*** SUPPLIED RECORDS ***

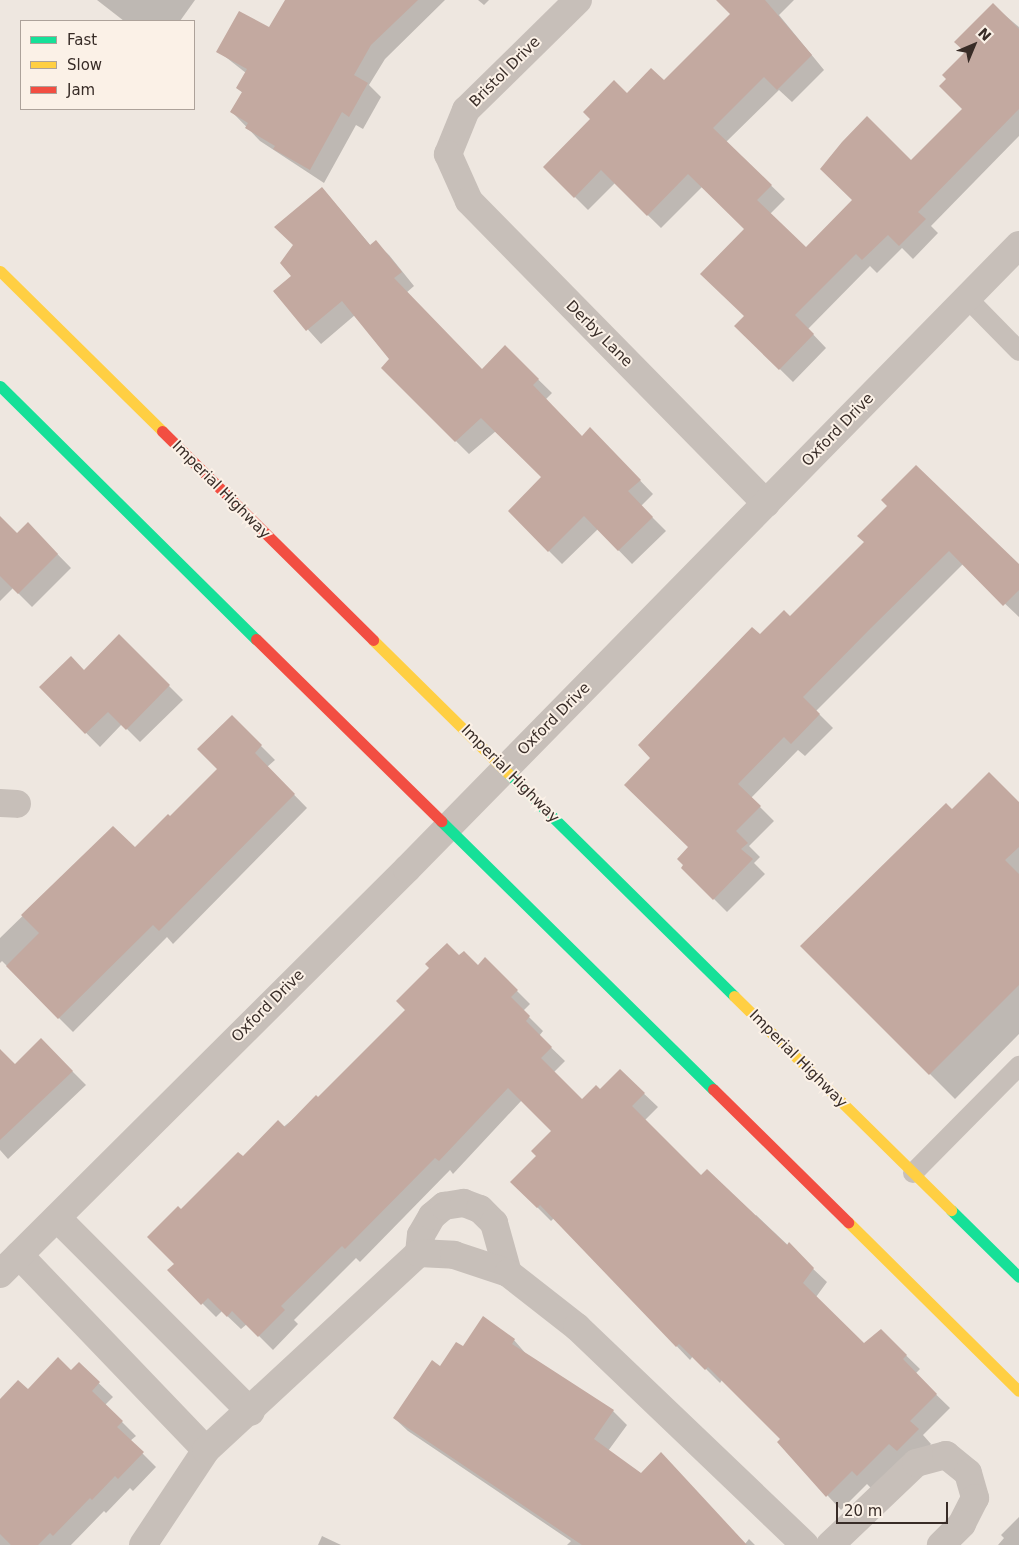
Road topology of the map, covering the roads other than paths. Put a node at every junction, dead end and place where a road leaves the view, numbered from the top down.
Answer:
1 (578, 0) edge
2 (448, 154) joint
3 (1019, 245) edge
4 (0, 271) edge
5 (967, 298) junction
6 (1019, 351) edge
7 (0, 386) edge
8 (766, 502) junction
9 (504, 769) junction
10 (447, 828) junction
11 (1019, 1066) edge
12 (913, 1173) junction
13 (57, 1218) junction
14 (419, 1254) junction
15 (19, 1255) junction
16 (508, 1273) junction
17 (0, 1274) edge
18 (1019, 1278) edge
19 (1019, 1391) edge
20 (251, 1412) junction
21 (206, 1450) junction
22 (143, 1545) edge
23 (805, 1545) edge
24 (830, 1545) edge
25 (941, 1545) edge

1 - 2 street, Bristol Drive
2 - 8 street, Derby Lane
3 - 5 street, Oxford Drive
4 - 9 main road, Imperial Highway
5 - 6 lane
5 - 8 street, Oxford Drive
7 - 10 main road
8 - 9 street, Oxford Drive
9 - 10 street, Oxford Drive
9 - 12 main road, Imperial Highway
10 - 13 street, Oxford Drive
10 - 19 main road
11 - 12 lane
12 - 18 main road, Imperial Highway
13 - 15 street, Oxford Drive
13 - 20 street
14 - 16 street
14 - 16 street
14 - 20 street
15 - 17 street, Oxford Drive
15 - 21 street
16 - 23 street
20 - 21 street
21 - 22 street
24 - 25 street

*** End of SUPPLIED RECORDS ***

### WORK ITEM
Each line of the data is to be duplicated exactly; pictures stay out of the copy.

### RESULT OF THE TASK
Road topology of the map, covering the roads other than paths. Put a node at every junction, dead end and place where a road leaves the view, numbered from the top down.
Answer:
1 (578, 0) edge
2 (448, 154) joint
3 (1019, 245) edge
4 (0, 271) edge
5 (967, 298) junction
6 (1019, 351) edge
7 (0, 386) edge
8 (766, 502) junction
9 (504, 769) junction
10 (447, 828) junction
11 (1019, 1066) edge
12 (913, 1173) junction
13 (57, 1218) junction
14 (419, 1254) junction
15 (19, 1255) junction
16 (508, 1273) junction
17 (0, 1274) edge
18 (1019, 1278) edge
19 (1019, 1391) edge
20 (251, 1412) junction
21 (206, 1450) junction
22 (143, 1545) edge
23 (805, 1545) edge
24 (830, 1545) edge
25 (941, 1545) edge

1 - 2 street, Bristol Drive
2 - 8 street, Derby Lane
3 - 5 street, Oxford Drive
4 - 9 main road, Imperial Highway
5 - 6 lane
5 - 8 street, Oxford Drive
7 - 10 main road
8 - 9 street, Oxford Drive
9 - 10 street, Oxford Drive
9 - 12 main road, Imperial Highway
10 - 13 street, Oxford Drive
10 - 19 main road
11 - 12 lane
12 - 18 main road, Imperial Highway
13 - 15 street, Oxford Drive
13 - 20 street
14 - 16 street
14 - 16 street
14 - 20 street
15 - 17 street, Oxford Drive
15 - 21 street
16 - 23 street
20 - 21 street
21 - 22 street
24 - 25 street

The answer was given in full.